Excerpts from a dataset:

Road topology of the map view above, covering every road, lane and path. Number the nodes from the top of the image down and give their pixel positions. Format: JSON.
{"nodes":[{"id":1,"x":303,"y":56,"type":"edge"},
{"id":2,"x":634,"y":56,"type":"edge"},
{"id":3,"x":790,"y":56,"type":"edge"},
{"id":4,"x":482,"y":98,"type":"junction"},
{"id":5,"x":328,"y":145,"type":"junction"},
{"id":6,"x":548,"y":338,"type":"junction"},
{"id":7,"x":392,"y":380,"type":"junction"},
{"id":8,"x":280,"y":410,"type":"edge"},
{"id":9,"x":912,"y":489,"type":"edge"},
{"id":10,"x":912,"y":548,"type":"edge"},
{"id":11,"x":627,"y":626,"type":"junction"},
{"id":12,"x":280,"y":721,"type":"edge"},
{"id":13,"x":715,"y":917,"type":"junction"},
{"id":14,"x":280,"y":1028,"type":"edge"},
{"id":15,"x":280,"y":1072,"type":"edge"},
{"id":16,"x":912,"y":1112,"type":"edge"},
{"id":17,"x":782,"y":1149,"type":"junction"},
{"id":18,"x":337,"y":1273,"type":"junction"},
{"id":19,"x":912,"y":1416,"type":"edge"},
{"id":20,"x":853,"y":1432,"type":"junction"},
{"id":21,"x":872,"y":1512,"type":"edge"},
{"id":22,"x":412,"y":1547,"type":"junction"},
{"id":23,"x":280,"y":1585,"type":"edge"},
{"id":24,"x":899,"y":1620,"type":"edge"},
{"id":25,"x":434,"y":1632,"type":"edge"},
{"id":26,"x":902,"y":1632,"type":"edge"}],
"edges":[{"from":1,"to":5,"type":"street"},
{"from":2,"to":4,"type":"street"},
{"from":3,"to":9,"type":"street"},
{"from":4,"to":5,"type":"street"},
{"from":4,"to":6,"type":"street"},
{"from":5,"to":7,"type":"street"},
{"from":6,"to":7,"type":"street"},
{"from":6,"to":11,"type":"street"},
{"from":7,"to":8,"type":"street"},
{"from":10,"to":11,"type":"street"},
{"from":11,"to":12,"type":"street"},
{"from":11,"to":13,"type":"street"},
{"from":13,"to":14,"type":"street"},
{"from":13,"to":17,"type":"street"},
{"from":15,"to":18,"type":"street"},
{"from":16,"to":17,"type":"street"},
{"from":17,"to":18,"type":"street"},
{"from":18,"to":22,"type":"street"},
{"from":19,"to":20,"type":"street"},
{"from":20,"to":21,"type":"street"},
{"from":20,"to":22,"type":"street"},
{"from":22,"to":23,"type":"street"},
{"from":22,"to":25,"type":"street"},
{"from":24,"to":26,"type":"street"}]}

● **PROMPT**: Find the count of lines in the data above where the string "junction" occurs. Provide that number alone.

● **EXERCISE RESPONSE**: 10